About this exercise:
Take each line from the entries that holds "name" and copy it out.

(Saved data entries)
########
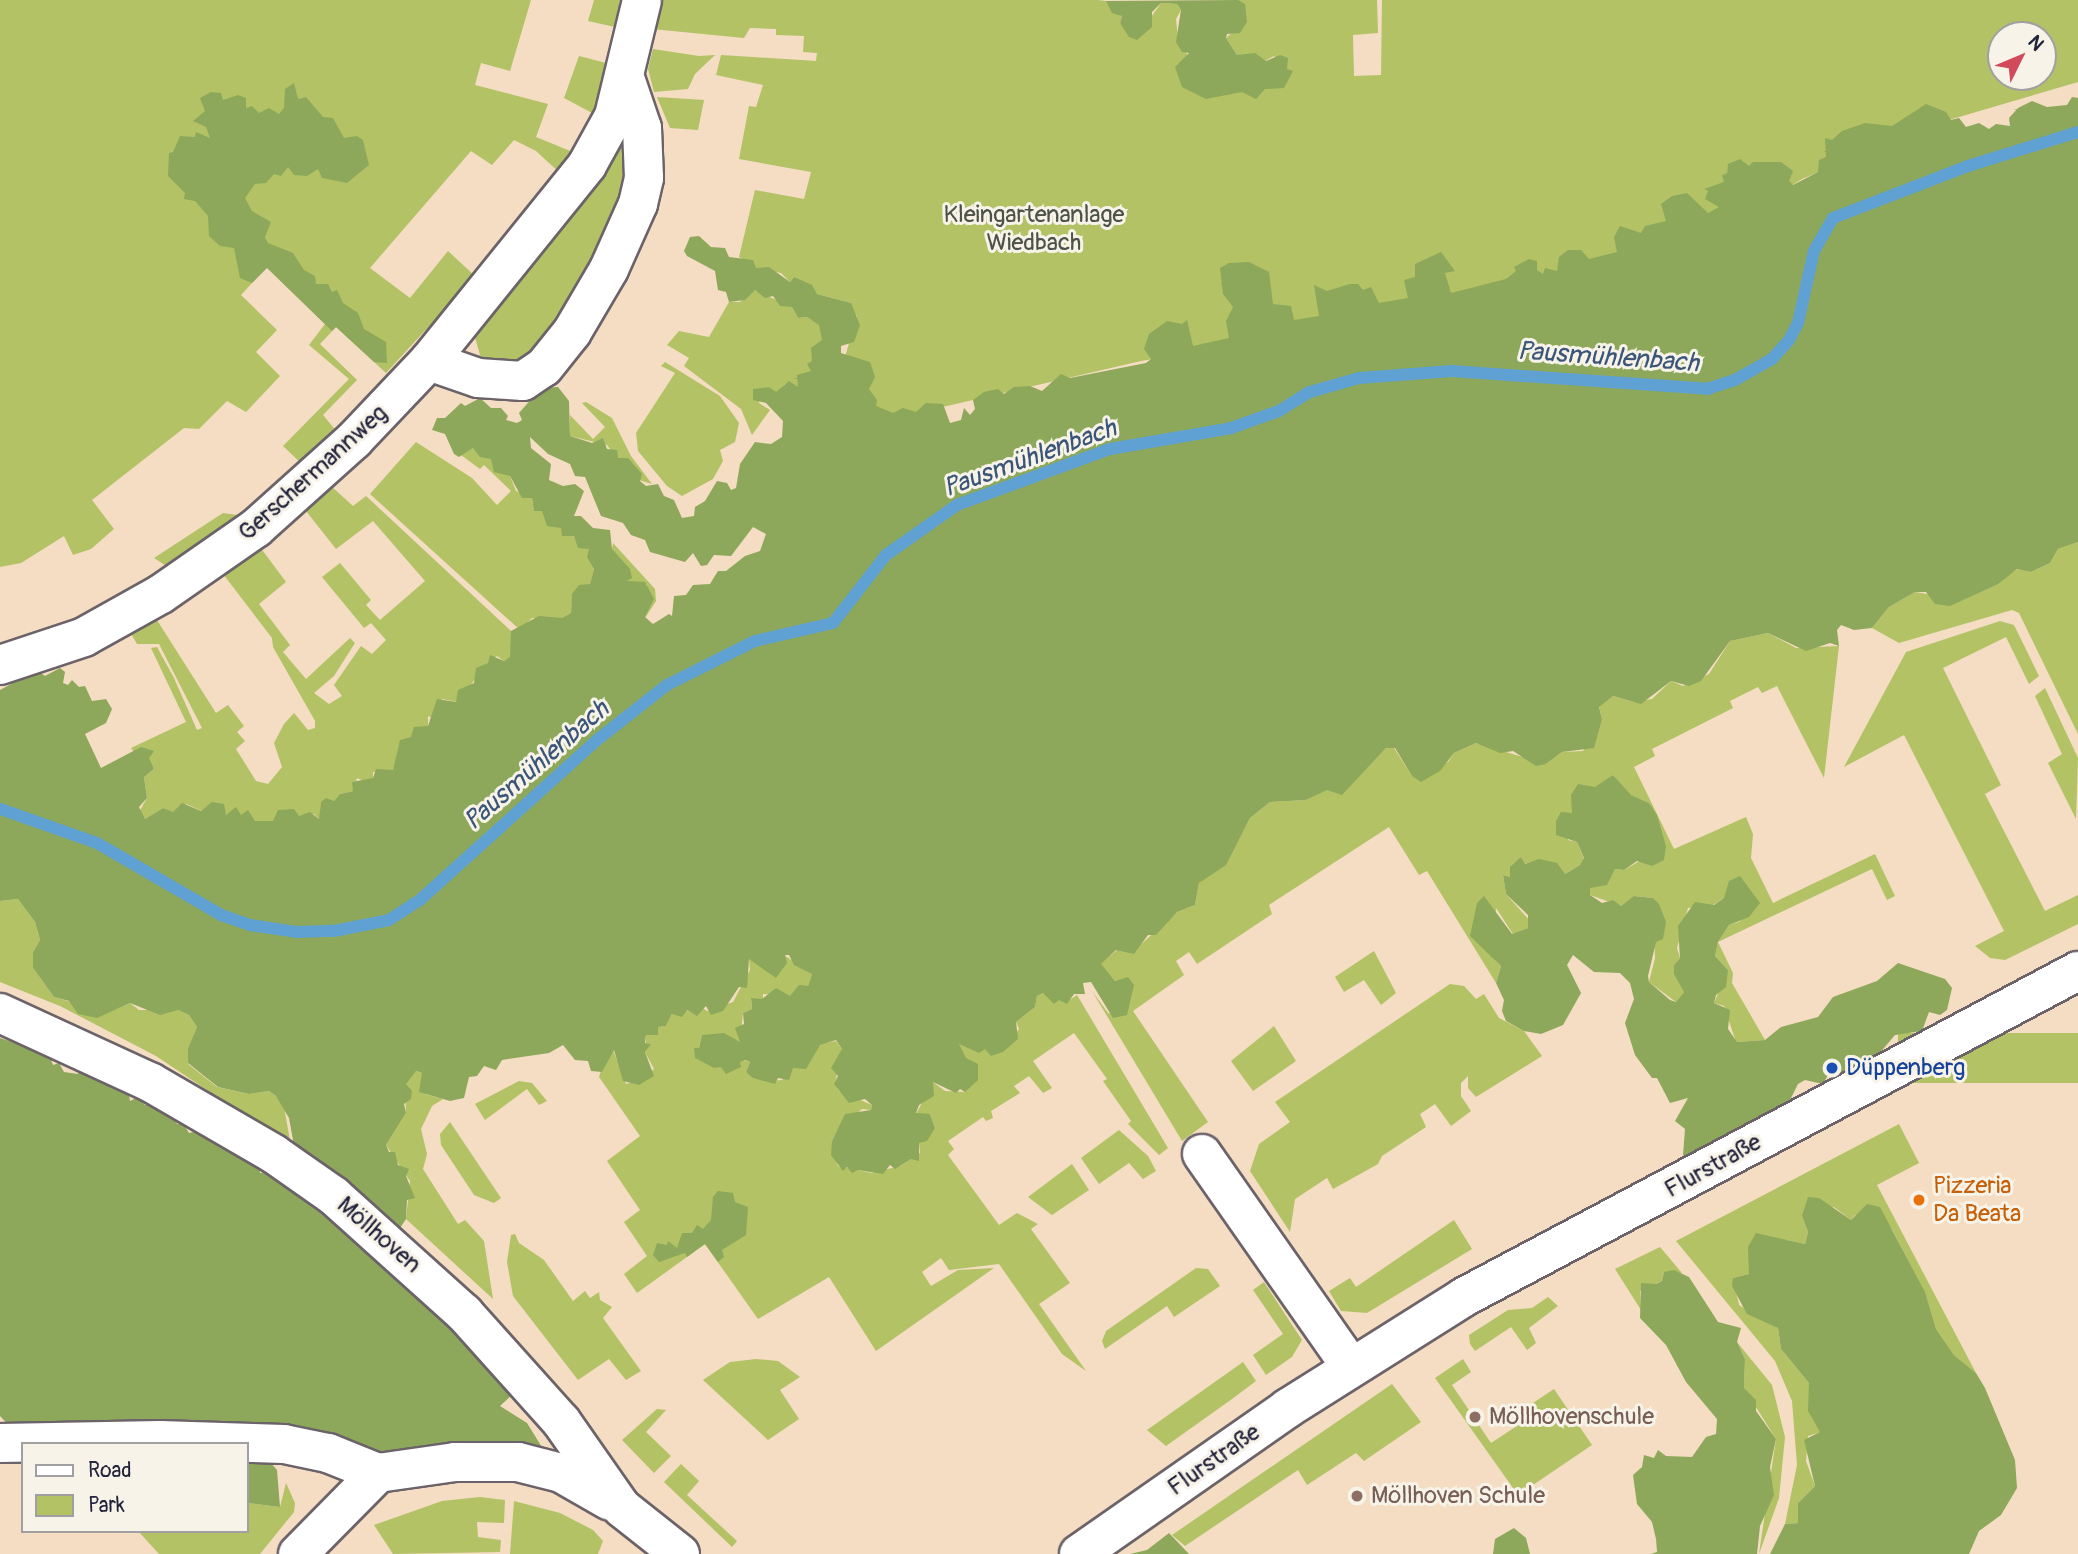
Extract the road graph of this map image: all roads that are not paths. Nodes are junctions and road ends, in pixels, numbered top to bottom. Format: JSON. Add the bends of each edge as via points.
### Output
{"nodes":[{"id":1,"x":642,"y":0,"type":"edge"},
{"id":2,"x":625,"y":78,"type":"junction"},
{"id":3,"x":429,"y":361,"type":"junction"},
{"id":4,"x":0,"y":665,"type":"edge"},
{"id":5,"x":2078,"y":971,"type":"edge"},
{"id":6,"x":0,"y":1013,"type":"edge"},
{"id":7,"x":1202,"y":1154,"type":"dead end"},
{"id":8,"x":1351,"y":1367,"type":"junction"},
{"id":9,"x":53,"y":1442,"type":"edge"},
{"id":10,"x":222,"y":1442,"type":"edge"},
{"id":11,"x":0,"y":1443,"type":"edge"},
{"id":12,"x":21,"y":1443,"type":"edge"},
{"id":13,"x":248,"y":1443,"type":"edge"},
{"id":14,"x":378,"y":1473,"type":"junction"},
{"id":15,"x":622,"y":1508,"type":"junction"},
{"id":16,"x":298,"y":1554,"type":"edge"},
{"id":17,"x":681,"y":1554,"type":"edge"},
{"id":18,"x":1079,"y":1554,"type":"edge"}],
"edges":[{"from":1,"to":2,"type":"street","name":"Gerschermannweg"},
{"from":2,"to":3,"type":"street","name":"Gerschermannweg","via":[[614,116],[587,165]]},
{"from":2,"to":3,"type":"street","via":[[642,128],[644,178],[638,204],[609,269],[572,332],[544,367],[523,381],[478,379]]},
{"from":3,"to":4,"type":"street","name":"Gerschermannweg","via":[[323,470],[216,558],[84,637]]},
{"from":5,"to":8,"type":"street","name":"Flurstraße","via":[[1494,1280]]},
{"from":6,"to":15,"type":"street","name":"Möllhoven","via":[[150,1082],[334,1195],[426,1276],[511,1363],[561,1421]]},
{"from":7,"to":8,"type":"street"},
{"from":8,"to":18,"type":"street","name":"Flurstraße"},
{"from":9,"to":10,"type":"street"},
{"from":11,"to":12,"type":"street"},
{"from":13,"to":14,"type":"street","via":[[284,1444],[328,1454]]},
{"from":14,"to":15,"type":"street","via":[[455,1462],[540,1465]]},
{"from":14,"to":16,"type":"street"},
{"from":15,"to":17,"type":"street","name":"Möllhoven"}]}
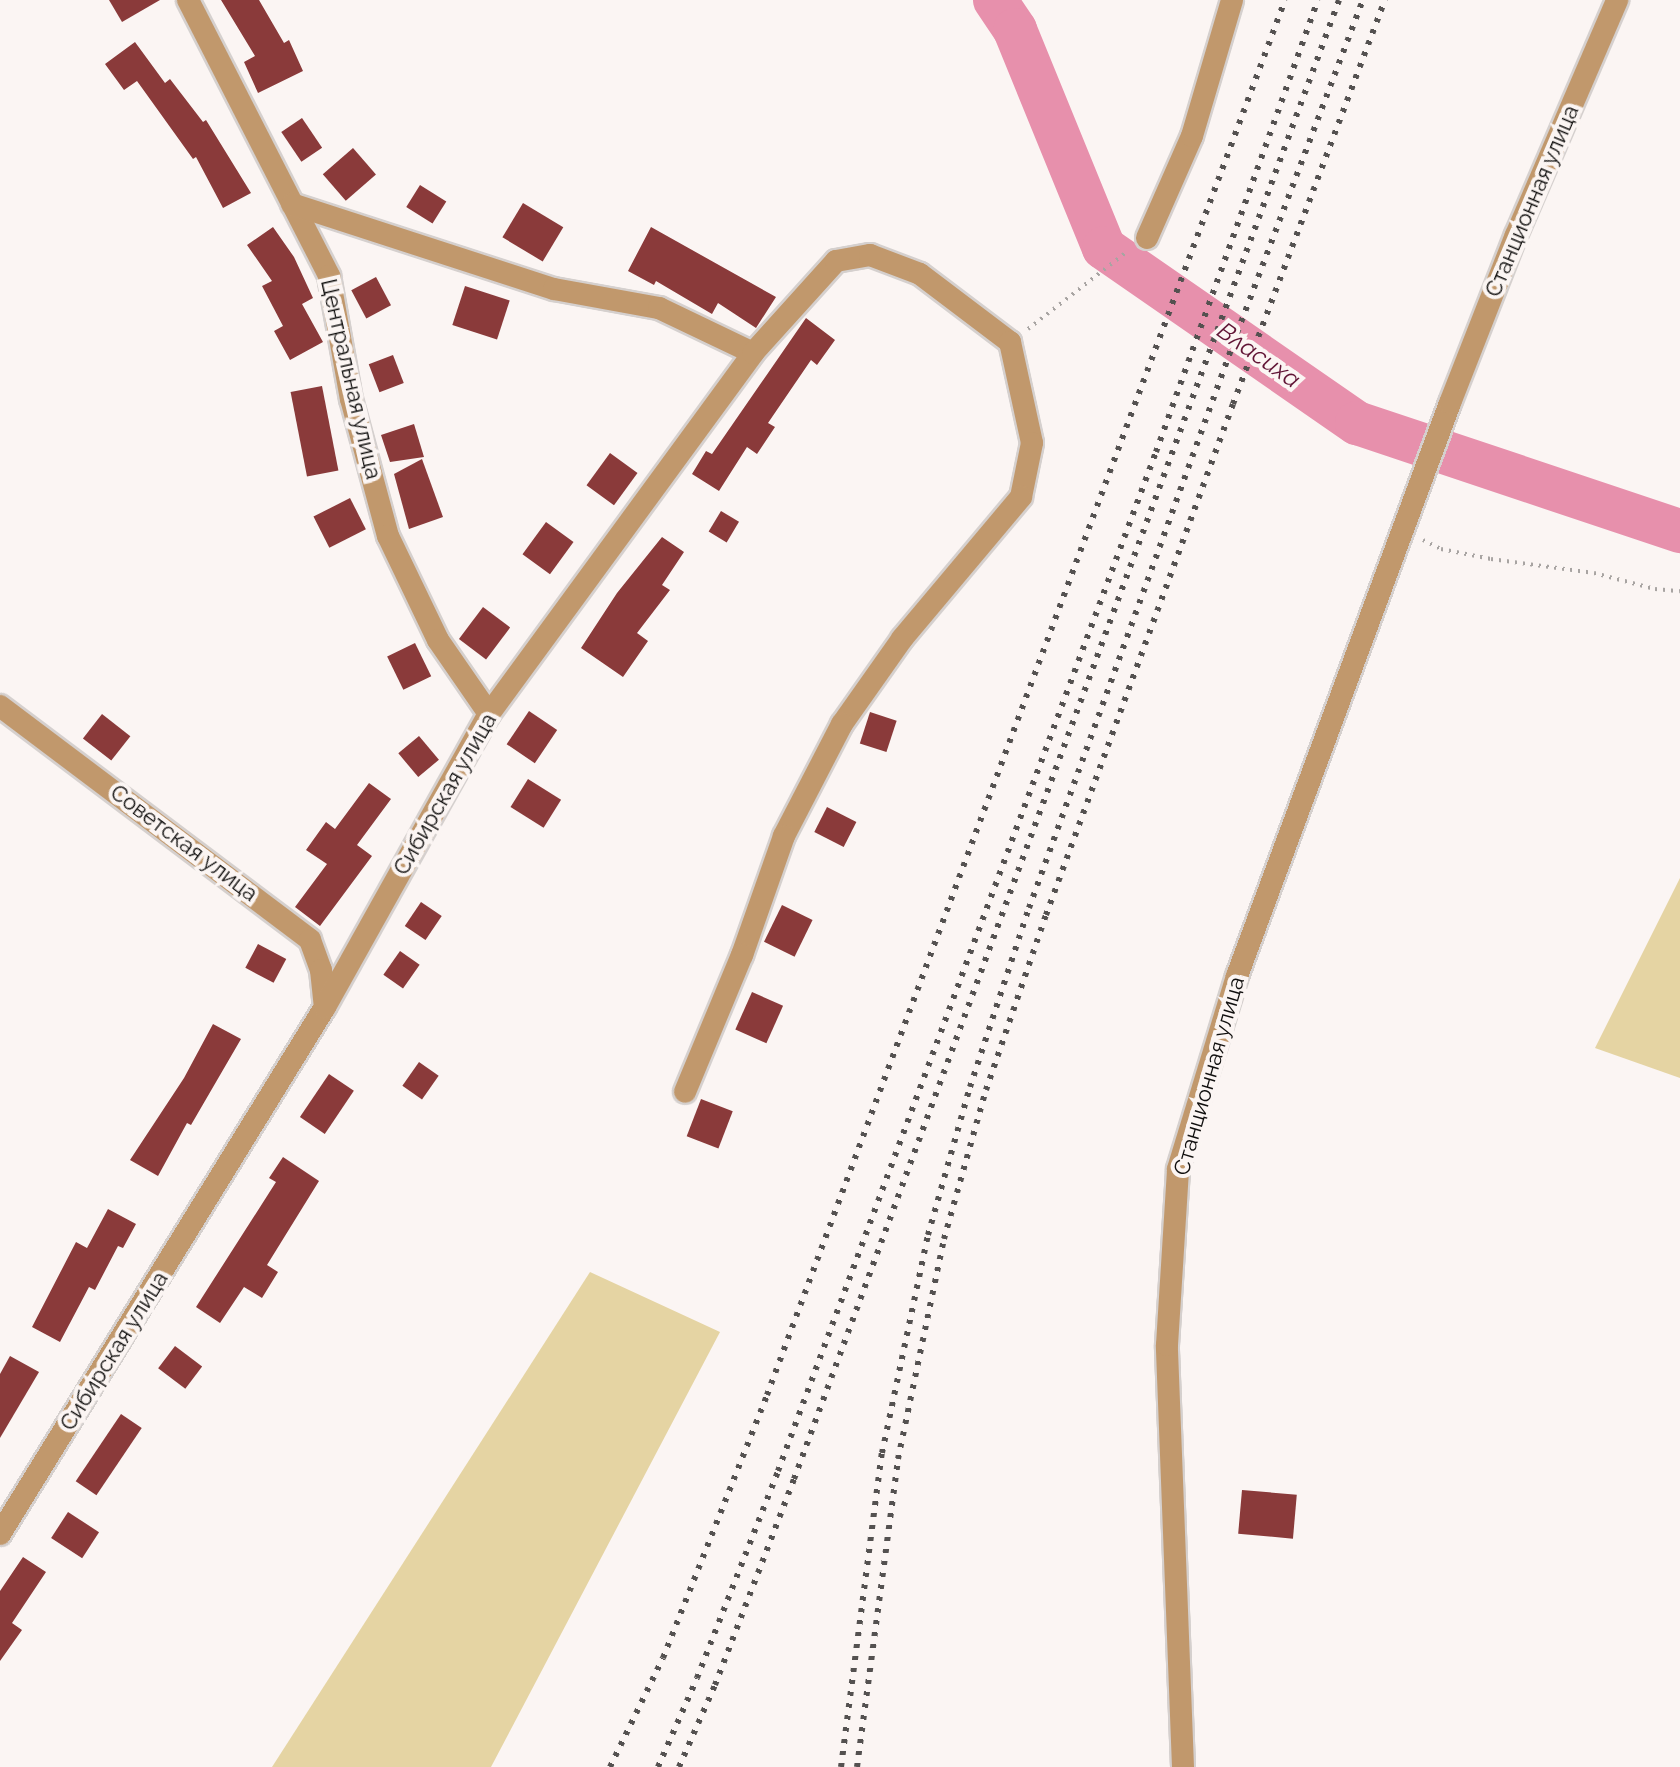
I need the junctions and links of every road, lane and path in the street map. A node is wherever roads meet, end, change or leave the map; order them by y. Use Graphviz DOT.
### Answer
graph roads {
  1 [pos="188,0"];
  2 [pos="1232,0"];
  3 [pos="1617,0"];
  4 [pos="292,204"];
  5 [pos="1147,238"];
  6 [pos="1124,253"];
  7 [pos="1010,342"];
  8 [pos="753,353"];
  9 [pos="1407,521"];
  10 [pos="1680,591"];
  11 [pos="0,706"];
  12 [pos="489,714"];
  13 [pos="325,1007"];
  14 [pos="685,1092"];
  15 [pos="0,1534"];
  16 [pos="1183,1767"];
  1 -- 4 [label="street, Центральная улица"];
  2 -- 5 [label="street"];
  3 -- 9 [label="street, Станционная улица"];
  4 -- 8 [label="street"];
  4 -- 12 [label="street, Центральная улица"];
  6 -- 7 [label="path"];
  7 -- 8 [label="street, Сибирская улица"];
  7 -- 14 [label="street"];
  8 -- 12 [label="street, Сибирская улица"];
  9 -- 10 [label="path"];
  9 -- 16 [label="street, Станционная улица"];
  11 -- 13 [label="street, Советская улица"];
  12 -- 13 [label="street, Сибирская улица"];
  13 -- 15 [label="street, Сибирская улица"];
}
########
Output for this exercise:
"edges":[{"from":1,"to":2,"type":"street","name":"Gerschermannweg"},
{"from":2,"to":3,"type":"street","name":"Gerschermannweg","via":[[614,116],[587,165]]},
{"from":3,"to":4,"type":"street","name":"Gerschermannweg","via":[[323,470],[216,558],[84,637]]},
{"from":5,"to":8,"type":"street","name":"Flurstraße","via":[[1494,1280]]},
{"from":6,"to":15,"type":"street","name":"Möllhoven","via":[[150,1082],[334,1195],[426,1276],[511,1363],[561,1421]]},
{"from":8,"to":18,"type":"street","name":"Flurstraße"},
{"from":15,"to":17,"type":"street","name":"Möllhoven"}]}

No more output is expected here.